Last week I celebrated my 10 year wedding anniversary with my beautiful wife, Sarah! And right now, I’m coming to you from a villa in Barbados where Sarah and a few of our friends are spending the week soaking up the sun, deep sea fishing, golfing, and of course, talking about life and business.
I wanted to share with you an analogy I shared with the group at dinner one night (and then it’s back to the beach!). I call it “the bread crumbs of your soul.” No, not the bread crumbs you leave after one of your cheat meals. The crumbs are what you leave behind from the questionable decisions you make – the decisions that have you looking over your shoulder, cheating on yourself (or others), and doubting your integrity. Those are the bread crumbs on your soul and they can be heavy.
Let me give you a couple of examples: You cheat on your spouse and six months later you find out that your spouse, and the person you cheated on them with will be on the same board together. Or, you lie to a friend to make yourself sound better and the truth is going to be exposed at an upcoming event. Or you just make up an excuse as you why you can’t attend a social event, only to see that person while you are out and about later that day. Or you owe someone money and are avoiding paying them back, then you see them in line in front of you at the movie theater.
These bread crumbs are the little white lies, the half-truths, the deception that impacts you and those around you causing regret, remorse, and hurt. They often spin into more lies, more cheating, more stories, and more regrets. These bread crumbs take energy away from us creating our future, because we are always living in the past trying to cover our tracks. These bread crumbs can haunt you and that is no way to live. You need all your focus on the present opportunities and experiences!
Here are three ways to stop leaving bread crumbs:
- Get clear on what you want. It’s easier to say no when you are clear on what you want. It’s even easier to say no, when you own your future, your goals, your wants, your needs, and are unapologetic about it. It is your life. Do not let anyone else dumb it up. Your life is entirely up to you, which means you need to say no in order to go for what you want. If weight loss is your thing for 2019, then you’ll need to say no to a late night of pizza and beer and yes to chicken and broccoli, so you can get up early the next morning to workout. Do not apologize for your choices. Understand that the decisions you make today will effect your life (and oftentimes the lives of others) in the future. Which is why it is also important to have clarity around the people you want in your life and who you want to create this life for. It’s the people that matter the most to you, that matter more than anything else. Having that clarity around people actually makes these decisions easier. Either way, choose wisely.
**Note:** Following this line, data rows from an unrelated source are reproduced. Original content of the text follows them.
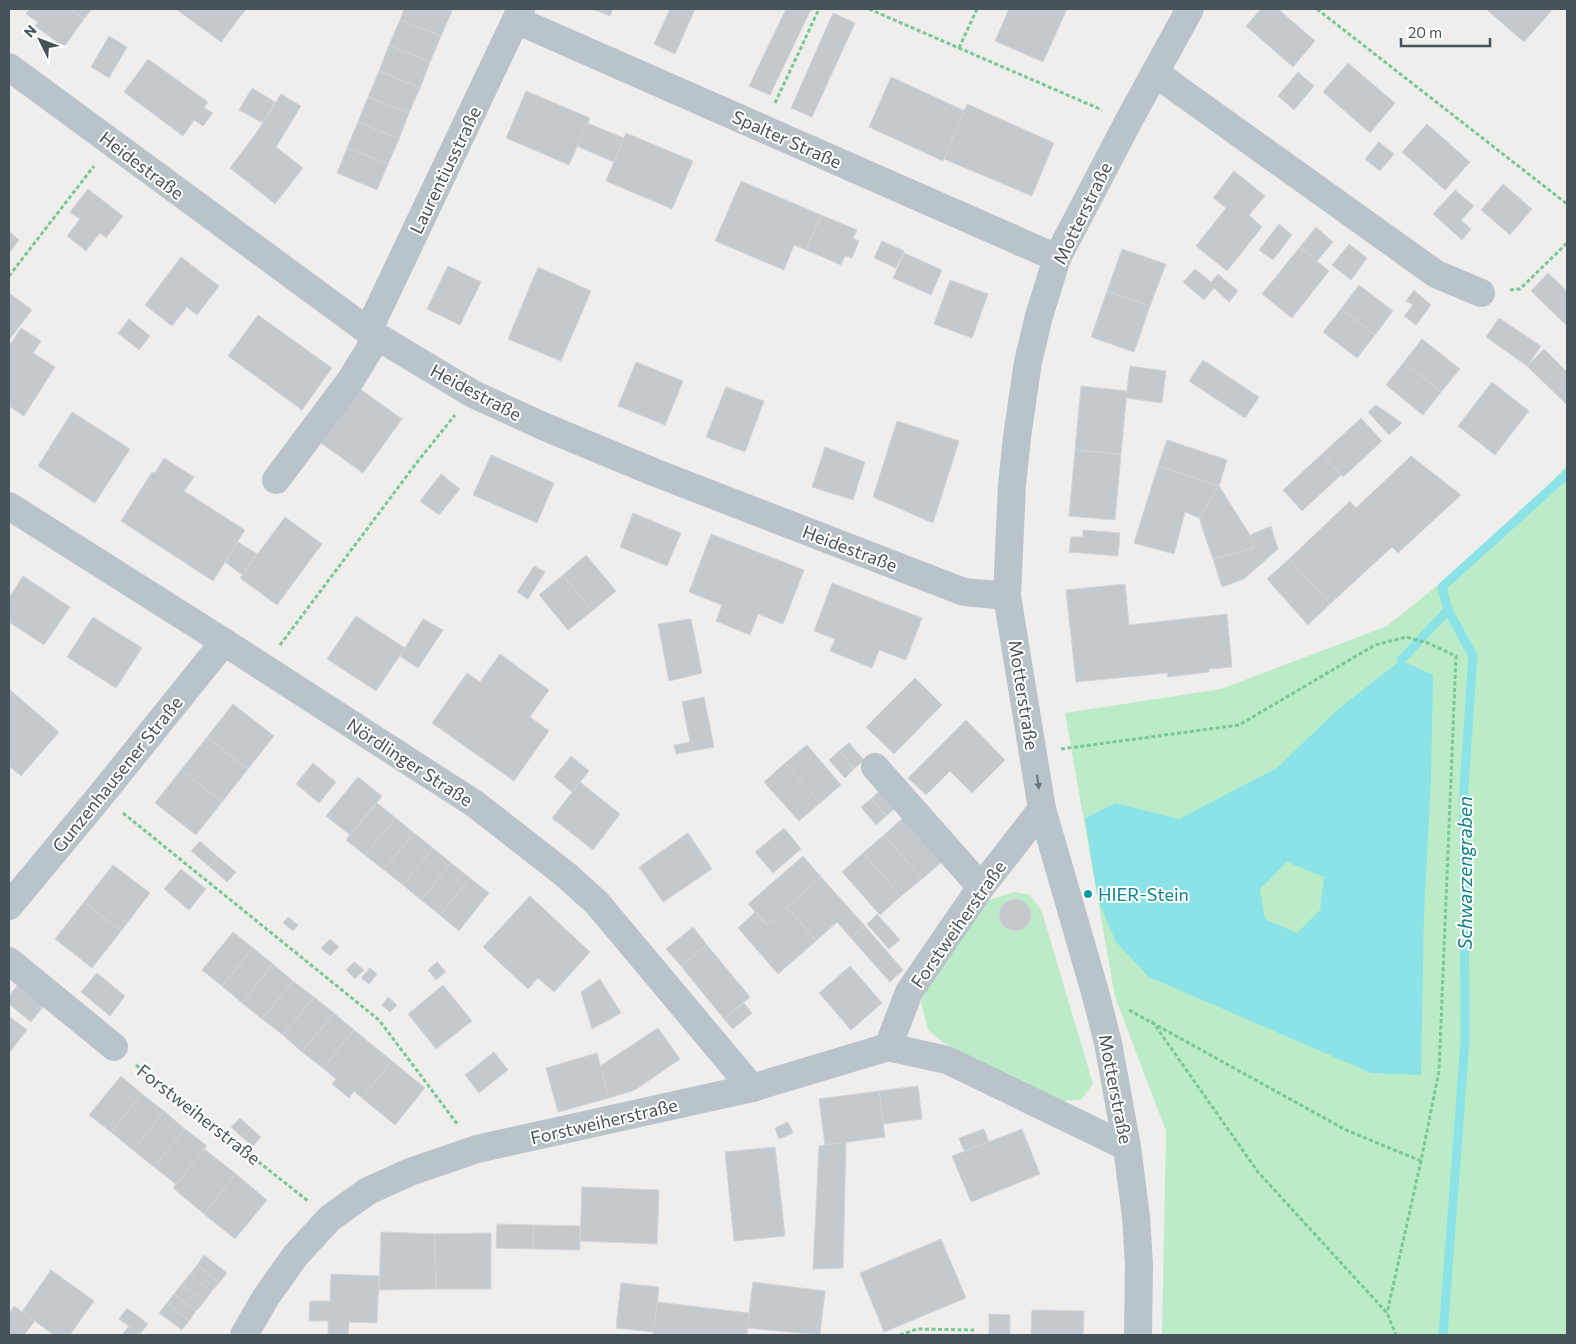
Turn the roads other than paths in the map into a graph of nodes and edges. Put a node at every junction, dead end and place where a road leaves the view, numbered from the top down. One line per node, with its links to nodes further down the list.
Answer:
1 (1190, 9): 4 (street, Motterstraße)
2 (519, 14): 5 (street, Spalter Straße); 7 (street, Laurentiusstraße)
3 (9, 67): 7 (street, Heidestraße)
4 (1155, 73): 5 (street, Motterstraße); 6 (street)
5 (1057, 258): 10 (street, Motterstraße)
6 (1481, 293)
7 (372, 334): 8 (street, Laurentiusstraße); 10 (street, Heidestraße)
8 (276, 480)
9 (9, 506): 11 (street, Nördlinger Straße)
10 (1007, 596): 13 (street, Motterstraße, one-way to 13)
11 (224, 642): 15 (street, Gunzenhausener Straße); 19 (street, Nördlinger Straße)
12 (875, 767): 14 (street)
13 (1042, 809): 14 (street, Forstweiherstraße); 20 (street, Motterstraße)
14 (981, 887): 18 (street, Forstweiherstraße)
15 (9, 906)
16 (9, 962): 17 (street)
17 (114, 1047)
18 (888, 1047): 19 (street, Forstweiherstraße); 20 (street, Forstweiherstraße)
19 (752, 1088): 21 (street, Forstweiherstraße)
20 (1127, 1147): 22 (street, Motterstraße)
21 (244, 1335)
22 (1138, 1335)

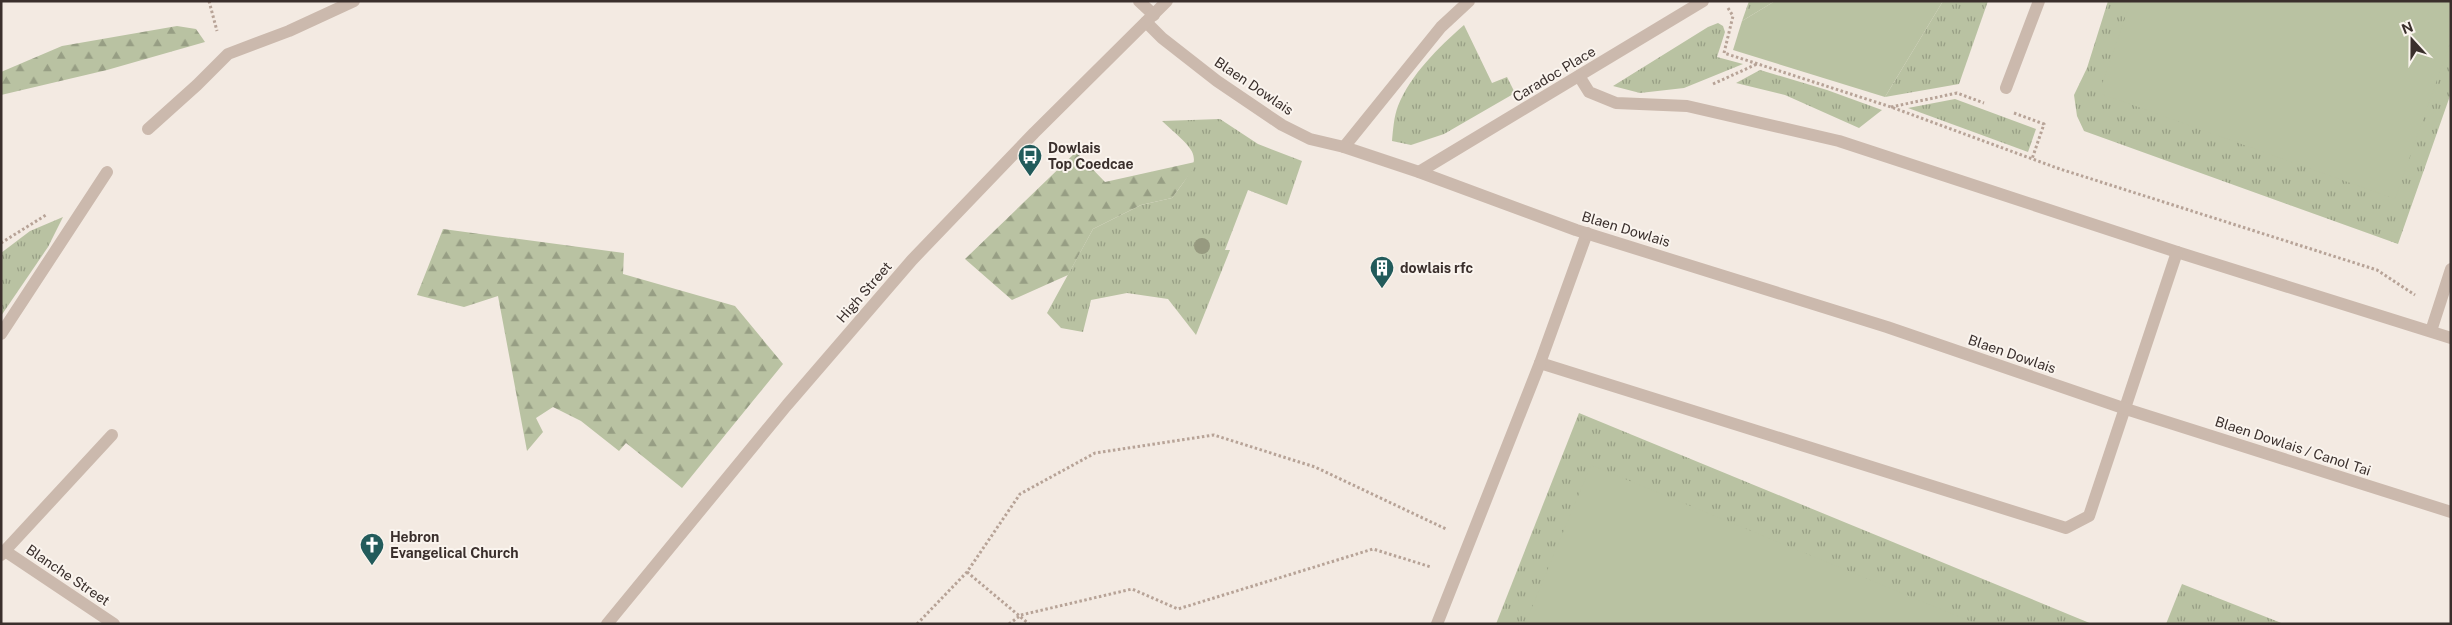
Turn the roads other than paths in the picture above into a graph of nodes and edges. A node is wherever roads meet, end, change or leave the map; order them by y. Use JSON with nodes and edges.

- Address conflict immediately. Sometimes (heck, all the time!), it’s easier to say yes, give a non-committal answer, or tell someone you’ll review that proposal and get back to them, even though you have no intention of actually doing the thing, making the donation, volunteering for whatever cause, hiring that person, going on that date, etc. that was asked of you. Why prolong the pain?! The person is going to be disappointed and you’re going to feel like an ass for saying no. Get over it. It’s much easier to address something like this in the moment then to provide hope to someone when you know it’s never going to happen. This goes hand in hand with being clear on what you want. If you are clear and own it, you will have no qualms about declining an offer (even if it is amazing!) if it doesn’t align with your long term vision.
- Don’t cheat on yourself. I’ve written an entire blog on this before, but there aren’t enough police in the world to arrest you for when you commit your own internal sins! But you know it and that should be enough. You know the truth. You know what you’ve committed to and when you’ve broken a promise to yourself. If you do it too often, you start to train yourself to cheat. You allow yourself to rationalize and give yourself a way out. The mind is a powerful thing. Use it to your advantage.
- Flip the script. Instead of leaving bread crumbs from your decisions, put that energy to good use! Practice delayed gratification so you don’t get caught cheating on yourself. Create a daily personal development routine so you review your Future Self and goals daily, so you always have what you want in the forefront of your mind. Develop (and role play) a standard response to requests for your time, money, etc. and then use that to address conflict in the moment. By putting these practices into your life you are creating an ROI on your future so that you don’t leave bread crumbs!
We’ve all left bread crumbs at one time or another, and frankly it’s just lazy, stupid, and painful for us and others. In the moment, it usually seems harmless and it provides an instant solution. But it never ends well. Instead of using your energy trying to sweep up those bread crumbs (and you could be sweeping for a very long time depending on how deep you’ve gotten yourself), use your energy to experience life, create memories, and say yes to the opportunities that feed your soul and help you build the life you want.